Work item:
The listing below must be repeated word for word, without its pictures.

Records to process:
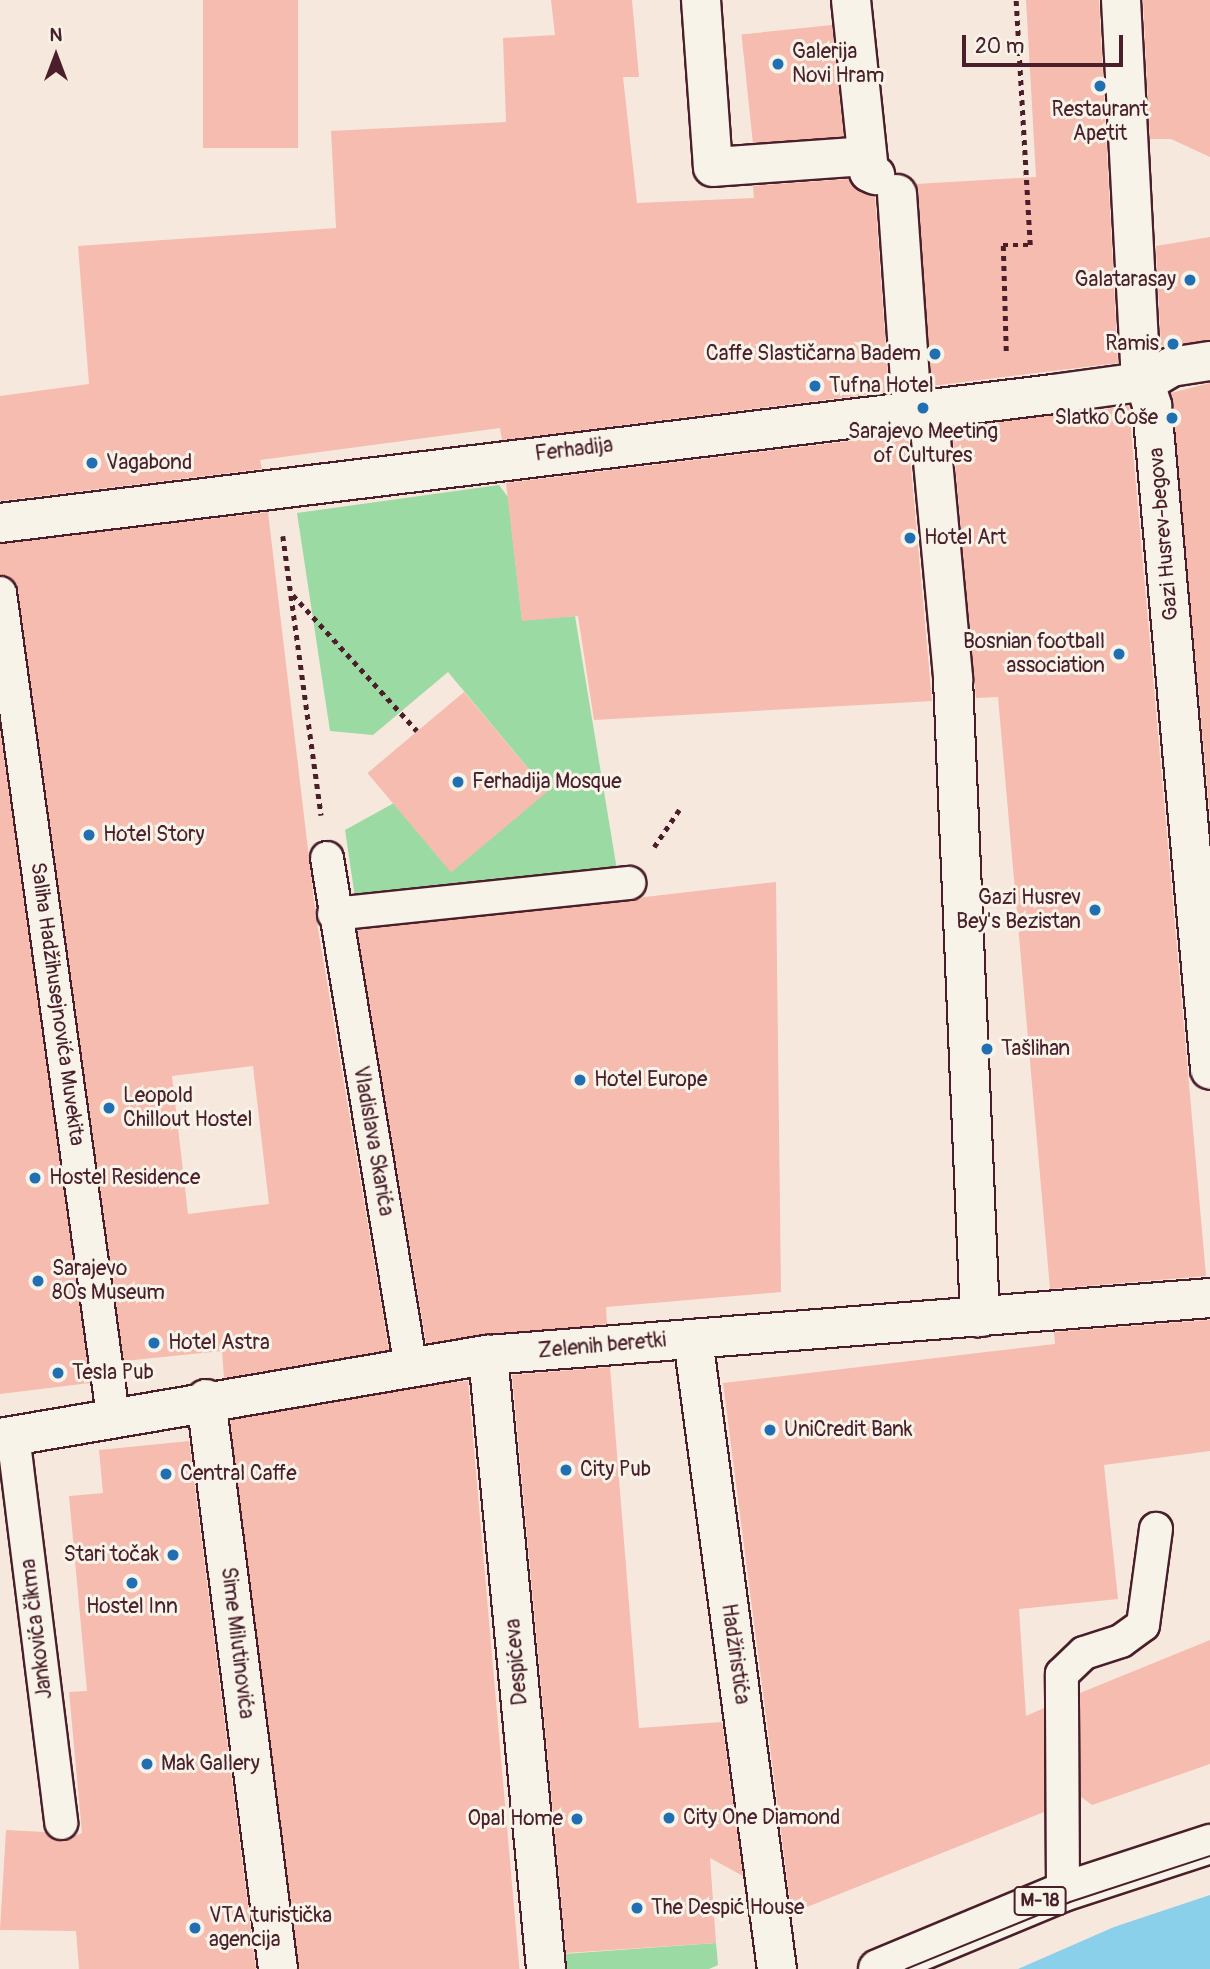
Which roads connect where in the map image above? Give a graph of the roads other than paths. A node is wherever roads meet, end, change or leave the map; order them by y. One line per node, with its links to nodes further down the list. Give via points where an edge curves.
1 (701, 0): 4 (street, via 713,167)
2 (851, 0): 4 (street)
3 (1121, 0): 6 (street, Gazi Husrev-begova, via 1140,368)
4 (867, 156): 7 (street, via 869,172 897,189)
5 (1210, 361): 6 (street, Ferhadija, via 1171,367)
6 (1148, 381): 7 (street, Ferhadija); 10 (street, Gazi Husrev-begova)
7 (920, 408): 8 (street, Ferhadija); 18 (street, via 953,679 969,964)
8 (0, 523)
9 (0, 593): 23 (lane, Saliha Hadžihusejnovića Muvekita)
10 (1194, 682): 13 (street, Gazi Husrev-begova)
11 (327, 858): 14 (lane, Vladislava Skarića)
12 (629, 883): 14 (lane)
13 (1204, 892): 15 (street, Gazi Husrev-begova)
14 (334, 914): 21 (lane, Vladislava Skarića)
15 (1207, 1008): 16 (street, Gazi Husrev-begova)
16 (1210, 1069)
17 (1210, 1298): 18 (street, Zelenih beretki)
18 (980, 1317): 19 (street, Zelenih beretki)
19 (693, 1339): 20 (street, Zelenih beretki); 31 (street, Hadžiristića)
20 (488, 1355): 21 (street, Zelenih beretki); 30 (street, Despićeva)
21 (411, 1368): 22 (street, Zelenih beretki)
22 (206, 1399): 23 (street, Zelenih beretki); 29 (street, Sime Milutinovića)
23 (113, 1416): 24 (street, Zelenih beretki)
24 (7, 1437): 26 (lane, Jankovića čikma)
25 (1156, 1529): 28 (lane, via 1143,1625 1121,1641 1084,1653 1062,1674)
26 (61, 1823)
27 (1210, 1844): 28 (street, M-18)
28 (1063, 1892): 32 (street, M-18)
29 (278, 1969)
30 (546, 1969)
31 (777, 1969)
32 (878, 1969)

Output of the exercise:
Which roads connect where in the map image above? Give a graph of the roads other than paths. A node is wherever roads meet, end, change or leave the map; order them by y. One line per node, with its links to nodes further down the list. Give via points where an edge curves.
1 (701, 0): 4 (street, via 713,167)
2 (851, 0): 4 (street)
3 (1121, 0): 6 (street, Gazi Husrev-begova, via 1140,368)
4 (867, 156): 7 (street, via 869,172 897,189)
5 (1210, 361): 6 (street, Ferhadija, via 1171,367)
6 (1148, 381): 7 (street, Ferhadija); 10 (street, Gazi Husrev-begova)
7 (920, 408): 8 (street, Ferhadija); 18 (street, via 953,679 969,964)
8 (0, 523)
9 (0, 593): 23 (lane, Saliha Hadžihusejnovića Muvekita)
10 (1194, 682): 13 (street, Gazi Husrev-begova)
11 (327, 858): 14 (lane, Vladislava Skarića)
12 (629, 883): 14 (lane)
13 (1204, 892): 15 (street, Gazi Husrev-begova)
14 (334, 914): 21 (lane, Vladislava Skarića)
15 (1207, 1008): 16 (street, Gazi Husrev-begova)
16 (1210, 1069)
17 (1210, 1298): 18 (street, Zelenih beretki)
18 (980, 1317): 19 (street, Zelenih beretki)
19 (693, 1339): 20 (street, Zelenih beretki); 31 (street, Hadžiristića)
20 (488, 1355): 21 (street, Zelenih beretki); 30 (street, Despićeva)
21 (411, 1368): 22 (street, Zelenih beretki)
22 (206, 1399): 23 (street, Zelenih beretki); 29 (street, Sime Milutinovića)
23 (113, 1416): 24 (street, Zelenih beretki)
24 (7, 1437): 26 (lane, Jankovića čikma)
25 (1156, 1529): 28 (lane, via 1143,1625 1121,1641 1084,1653 1062,1674)
26 (61, 1823)
27 (1210, 1844): 28 (street, M-18)
28 (1063, 1892): 32 (street, M-18)
29 (278, 1969)
30 (546, 1969)
31 (777, 1969)
32 (878, 1969)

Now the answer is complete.